Isso é bastante difícil de avaliar. Eu tenho uma predileção muito grande pelo »Noites do Norte«, assim como pelo »Fina Estampa«, que também me deu um prazer enorme de fazer. Nós trabalhamos com uma orquestra de cordas e oito sopros, uma mini-sinfônica. Não sei, cada show tem sua história, e todos os espetáculos de Caetano são muito bem pensados e trabalhados. Ele tem um esquema empresarial que permite a ele fazer o mesmo show durante dois anos, e com isso a gente vai se aprimorando a cada concerto. Caetano tem uma visão de espetáculo que o leva a ver tudo como um ritual, que vai se repetindo e se aprimorando com o tempo.

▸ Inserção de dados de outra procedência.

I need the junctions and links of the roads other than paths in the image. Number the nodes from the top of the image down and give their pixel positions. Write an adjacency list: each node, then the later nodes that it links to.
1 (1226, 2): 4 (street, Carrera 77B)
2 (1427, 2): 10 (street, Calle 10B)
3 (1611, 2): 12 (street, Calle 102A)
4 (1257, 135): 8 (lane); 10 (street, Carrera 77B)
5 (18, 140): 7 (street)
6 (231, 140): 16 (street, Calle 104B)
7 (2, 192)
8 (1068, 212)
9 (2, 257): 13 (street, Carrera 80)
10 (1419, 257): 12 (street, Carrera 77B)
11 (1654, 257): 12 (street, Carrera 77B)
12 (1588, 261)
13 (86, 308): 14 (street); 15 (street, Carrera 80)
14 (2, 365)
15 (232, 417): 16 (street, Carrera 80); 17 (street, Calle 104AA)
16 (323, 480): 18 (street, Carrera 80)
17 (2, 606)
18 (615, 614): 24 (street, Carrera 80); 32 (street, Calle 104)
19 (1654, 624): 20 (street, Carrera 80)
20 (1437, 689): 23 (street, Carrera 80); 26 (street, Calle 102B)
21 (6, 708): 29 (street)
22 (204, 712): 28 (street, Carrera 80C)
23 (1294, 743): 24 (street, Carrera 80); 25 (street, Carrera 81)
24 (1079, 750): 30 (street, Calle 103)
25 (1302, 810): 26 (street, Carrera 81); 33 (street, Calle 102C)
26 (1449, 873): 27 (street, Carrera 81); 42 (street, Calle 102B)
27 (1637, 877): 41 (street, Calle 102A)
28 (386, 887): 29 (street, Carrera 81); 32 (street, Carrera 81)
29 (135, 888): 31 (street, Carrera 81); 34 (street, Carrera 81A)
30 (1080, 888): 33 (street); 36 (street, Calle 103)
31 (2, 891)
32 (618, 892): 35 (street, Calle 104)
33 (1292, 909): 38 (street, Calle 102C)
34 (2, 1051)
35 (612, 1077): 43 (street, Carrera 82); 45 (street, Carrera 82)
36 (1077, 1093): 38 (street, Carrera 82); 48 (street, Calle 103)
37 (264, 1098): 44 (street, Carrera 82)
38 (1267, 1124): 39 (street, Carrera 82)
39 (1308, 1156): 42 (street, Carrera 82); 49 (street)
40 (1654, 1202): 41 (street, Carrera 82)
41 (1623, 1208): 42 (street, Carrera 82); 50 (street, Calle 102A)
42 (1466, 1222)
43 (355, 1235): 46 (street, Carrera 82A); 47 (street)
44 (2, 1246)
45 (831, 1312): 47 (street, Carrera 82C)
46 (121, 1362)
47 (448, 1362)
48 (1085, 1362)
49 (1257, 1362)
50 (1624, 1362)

Tenho realmente lembranças fantásticas também de »Circuladô«, principalmente porque foi o primeiro show que eu fiz com ele. E esse show era especial para ele, porque Caetano estava comemorando 50 anos. Era uma retrospectiva da carreira dele. Caetano pinçou para o repertório músicas que vinha cantando há mais de vinte anos, não é? Mas outro dia, um amigo meu me chamou para assistir o filme do »Noites do Norte«, que também é um espetáculo conceitual, e eu me encantei muito pela surpreendente qualidade musical.

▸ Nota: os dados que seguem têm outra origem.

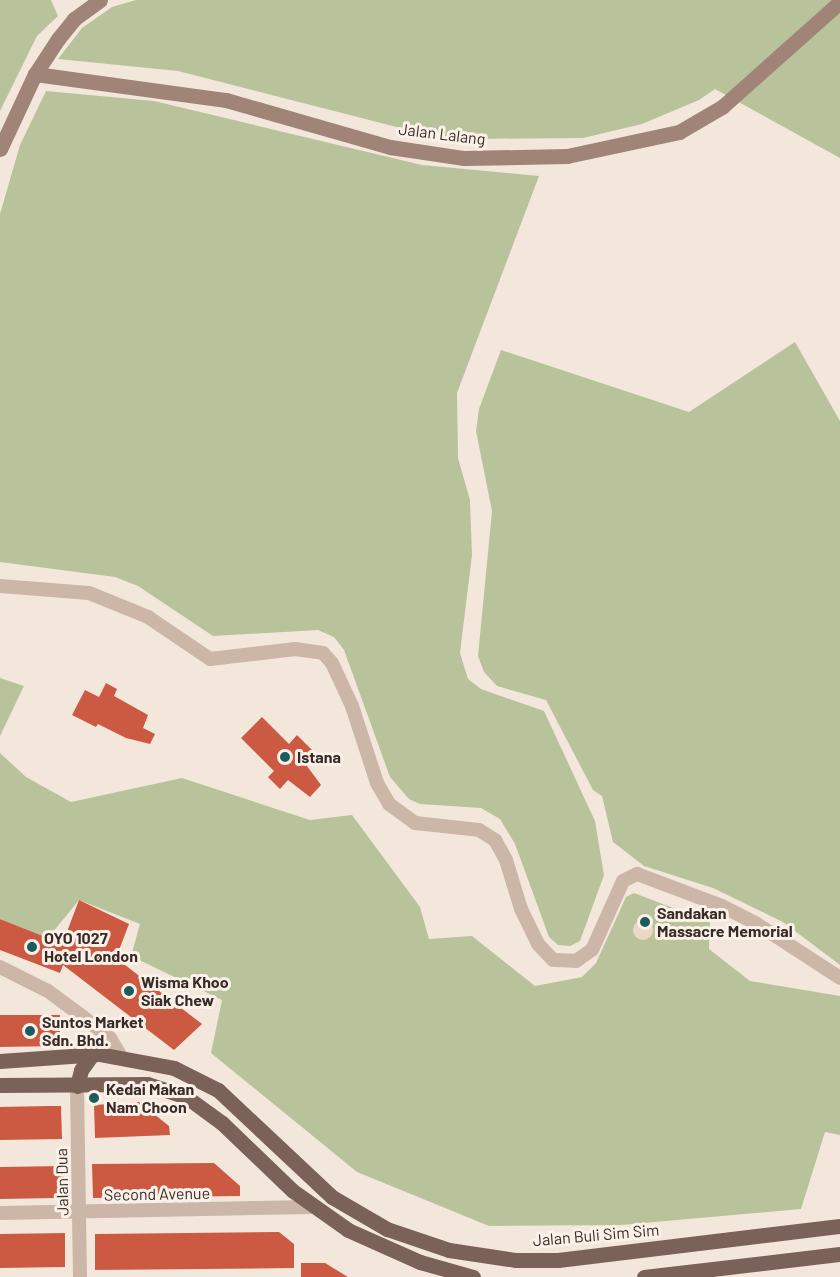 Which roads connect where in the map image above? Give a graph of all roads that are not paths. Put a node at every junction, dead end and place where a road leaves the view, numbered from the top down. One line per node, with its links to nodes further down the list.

Voltando ao seminal Tom Jobim: um ano após a morte do »maestro soberano« você e  Paula Morelembaum, tua esposa, se juntaram a Paulo e Daniel Jobim para formar o Quarteto Jobim Morelembaum. O grupo só lançou um disco. Vocês pretendem dar continuidade a esse trabalho?

Lançamos este disco em 1999 e continuamos tocando juntos até 2004. De lá para cá surgiram outros projetos para mim, há a carreira-solo de Paula Morelembaum, Paulo Jobim andou ocupado com outros afazeres, e a gente acabou deixando o projeto de lado. Os Jobim gravaram com Milton Nascimento (N.d.R: o elogiado »Novas Bossas«, do ano passado, que além de Daniel e Paulo Jobim trazia Paulo Braga como baterista do trio), eu e Paula gravamos também com Sakamoto. Eu tocava com o Sakamoto num projeto pessoal dele, e no meio dessa história surgiu a ideia de gravarmos Tom Jobim. Acabou saindo três discos, sendo que um deles só no Japão, do M2S – Morelembaum 2 Sakamoto. São trabalhos muito queridos por nós, e esse nosso trio durou cinco anos. Agora estou fazendo música para cinema, e o Cello Samba Trio também seguirá em frente. Venho adiando a gravação de um disco do Cello Samba Trio há alguns anos, mas como estou planejando uma turnê pela Europa em 2011, quero gravar esse trabalho ano que vem, de forma que possa trazê-lo para cá antes do giro.